Ray Kurzweil, author of The Age of Spiritual Machines and a pioneer of artificial intelligence software, has always been one of the most provocative thinkers on technology and its future. When he spoke at the Demo conference last week, it was no surprise that he covered everything from why computers will continue to get better at an exponential pace to how we will be able to expand our brains into the cloud with the help of biological devices in our bloodstream.
Promoting his forthcoming book, How to Create A Mind, Kurzweil spoke about technology but soon moved to a discussion of the brain, how he thinks it works, and how we will be able to enhance it.
Artificial intelligence is making discernible improvements in many areas, Kurzweil said. IBM’s Watson used its “total recall” of 200 million pages of natural language documents to win the Jeopardy! challenge. It wasn’t as accurate as people in understanding individual pages but was successful because it could digest so many more documents.
Speech recognition is working quite well, he said, noting that people are critical of things like Siri, but that it’s pretty amazing that people are talking to their computers at all. Google’s self-driving cars are also doing very well, he added.
He defended his theory of exponential growth (popularized in The Age of Spiritual Machines) saying that compute capabilities have actually been following this path since the 1980s. While critics say silicon scaling (known as Moore’s Law) can’t continue forever, that’s actually the fifth paradigm to bring exponential growth in computing. He expects self-organizing 3D transistors will be the sixth paradigm.
He was most animated, though, when talking about progress as “reverse engineering the brain.” Improvements in technology such as MRI spatial resolution have led to a better understanding of how the brain works.

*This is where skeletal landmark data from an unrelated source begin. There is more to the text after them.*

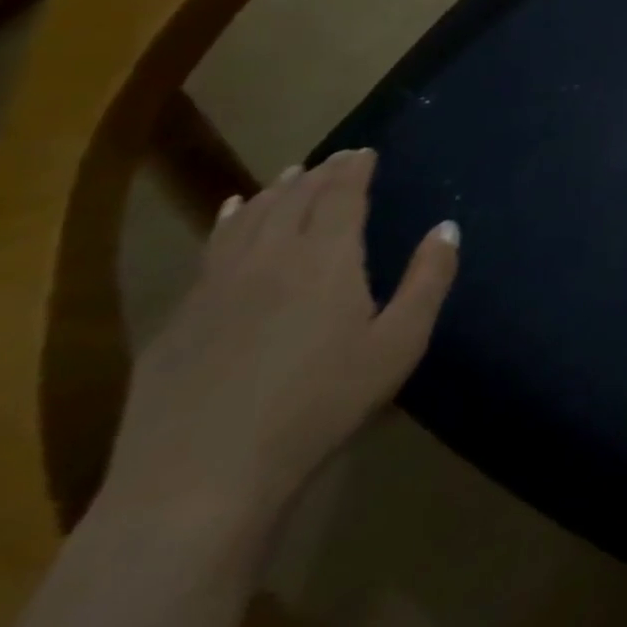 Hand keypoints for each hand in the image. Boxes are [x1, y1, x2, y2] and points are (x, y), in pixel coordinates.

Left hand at [105, 150, 458, 538]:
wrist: (201, 475)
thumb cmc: (321, 405)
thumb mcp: (398, 344)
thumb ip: (427, 280)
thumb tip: (446, 227)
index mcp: (326, 259)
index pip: (341, 196)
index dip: (354, 170)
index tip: (364, 151)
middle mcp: (269, 258)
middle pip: (295, 200)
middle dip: (319, 174)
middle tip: (335, 158)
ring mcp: (216, 286)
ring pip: (249, 220)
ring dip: (274, 192)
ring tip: (289, 175)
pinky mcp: (180, 318)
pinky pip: (211, 249)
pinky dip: (229, 221)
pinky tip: (231, 216)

He espoused a thesis about the uniform structure of the neocortex, saying it is made up of 300 million undifferentiated “pattern recognizers” in a hierarchical structure. The difference in the amount of pattern recognizers compared with other animals is exponential, giving humans enough capability to create art, science, and literature.
Our brains develop those 300 million modules at a very young age. One reason kids can learn language or music so easily is that they haven’t filled up the modules, he said, but by the time we’re 20, we’ve filled them up. Therefore, we need to be able to remove things intelligently. People who are rigid will have difficulty doing that, he said, but you can learn new material at any age if you are able to move on and forget other things.

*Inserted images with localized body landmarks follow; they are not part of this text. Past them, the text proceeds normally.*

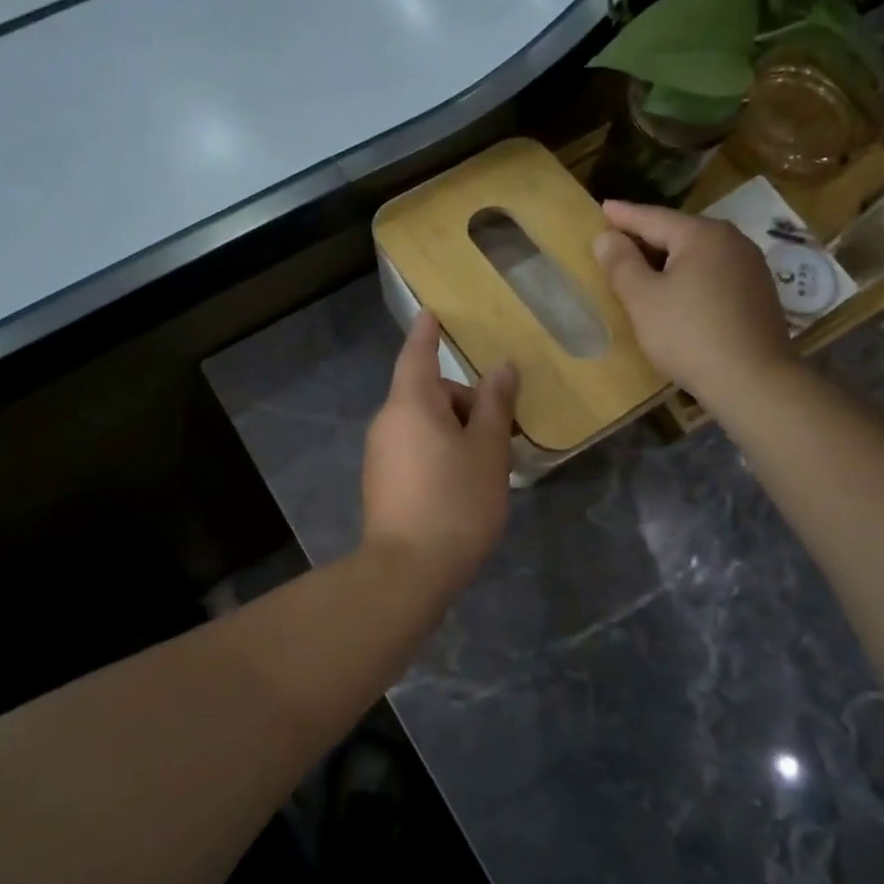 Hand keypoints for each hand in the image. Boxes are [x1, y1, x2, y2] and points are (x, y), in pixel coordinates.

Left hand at [362, 313, 518, 592]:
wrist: (408, 570)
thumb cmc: (455, 501)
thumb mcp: (487, 450)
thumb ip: (494, 404)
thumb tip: (501, 368)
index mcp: (410, 403)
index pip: (418, 353)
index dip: (428, 332)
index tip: (433, 313)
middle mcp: (388, 421)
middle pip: (428, 393)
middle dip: (465, 402)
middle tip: (503, 432)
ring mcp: (380, 453)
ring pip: (424, 424)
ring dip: (456, 430)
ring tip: (489, 463)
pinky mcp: (382, 481)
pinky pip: (415, 448)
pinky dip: (440, 451)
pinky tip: (464, 484)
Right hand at [592, 200, 796, 403]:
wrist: (753, 381)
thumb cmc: (688, 335)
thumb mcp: (643, 300)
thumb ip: (621, 264)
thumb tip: (606, 237)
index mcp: (702, 234)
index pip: (653, 218)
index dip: (623, 215)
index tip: (603, 207)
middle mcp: (732, 241)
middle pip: (679, 233)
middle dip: (648, 237)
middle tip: (619, 239)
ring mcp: (751, 268)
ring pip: (699, 255)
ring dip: (670, 260)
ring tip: (645, 267)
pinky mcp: (759, 295)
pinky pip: (714, 275)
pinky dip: (690, 278)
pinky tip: (679, 294)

Still, Kurzweil said we have a limited capacity, but he is optimistic we can overcome this by “expanding our brains into the cloud.” Techniques that evolved in the biological brain are the same that are used for things such as speech and character recognition, and they will be used to expand our brain power.

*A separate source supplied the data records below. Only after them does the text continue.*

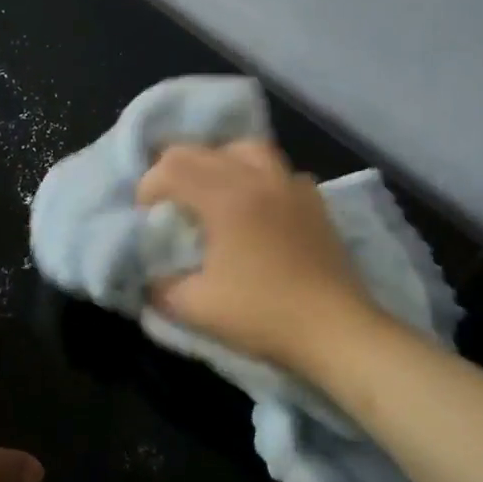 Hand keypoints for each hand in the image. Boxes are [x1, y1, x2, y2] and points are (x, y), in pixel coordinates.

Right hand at [136, 139, 380, 367]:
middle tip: (167, 204)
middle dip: (174, 170)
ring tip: (210, 192)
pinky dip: (256, 178)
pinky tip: (255, 206)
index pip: (172, 167)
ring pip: (245, 149)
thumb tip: (149, 274)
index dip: (148, 186)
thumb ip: (160, 286)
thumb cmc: (263, 316)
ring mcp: (291, 186)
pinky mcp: (314, 202)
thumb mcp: (194, 308)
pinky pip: (277, 171)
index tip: (145, 216)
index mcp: (226, 197)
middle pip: (202, 150)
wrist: (337, 332)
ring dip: (217, 163)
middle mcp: (258, 178)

Search engines already act in this way for many people, he said. As a result, we are now smarter and both individuals and work groups can do more.
Kurzweil also likes the potential of Google Glass to do things like identify people you meet, give you directions, and basically listen to your conversations to give you information that “overlays” the real world.
“You’ll just get used to an assistant helping you,” he said, calling such things “mind expanders.”
In the long run, he doesn’t think we’ll have hardware implants in our brains, but rather biological devices that live in our bloodstream and will give us more capabilities. These will eventually be able to functionally recreate the pattern recognition ability of the brain. This, he believes, will lead to a qualitative leap in understanding, similar to the jump between apes and humans with the expansion of the neocortex.
This might be 25 years off, he said, but already there are a number of medical devices that can be put into the blood. In the meantime, we’ll all have more intelligence from our devices, even if they are not physically inside our bodies.
Asked by Demo host Matt Marshall about the potential downsides, Kurzweil said technology has always been a double-edged sword. Fire has been used for good and bad, he said; artificial intelligence can be as well. He noted that AI is now very widely distributed. “A kid with a smartphone in Africa has access to more information than the president of the United States did 15 years ago,” he said.
If you have an AI that is smarter than you and it turns on you, you’re in trouble, Kurzweil said, unless you get an AI on your side that is even more intelligent. This isn’t an issue in AI today, but is an issue in biotechnology. Software viruses have gotten more and more sophisticated, but they haven’t shut down the Internet or stopped people from using computers. Instead, we have an evolving technological immune system that is “more or less working,” he said.
Of course, ideas like this have been played out in science fiction for years, but many more of them may soon become reality. Kurzweil may be wrong in some specifics, but he’s always entertaining.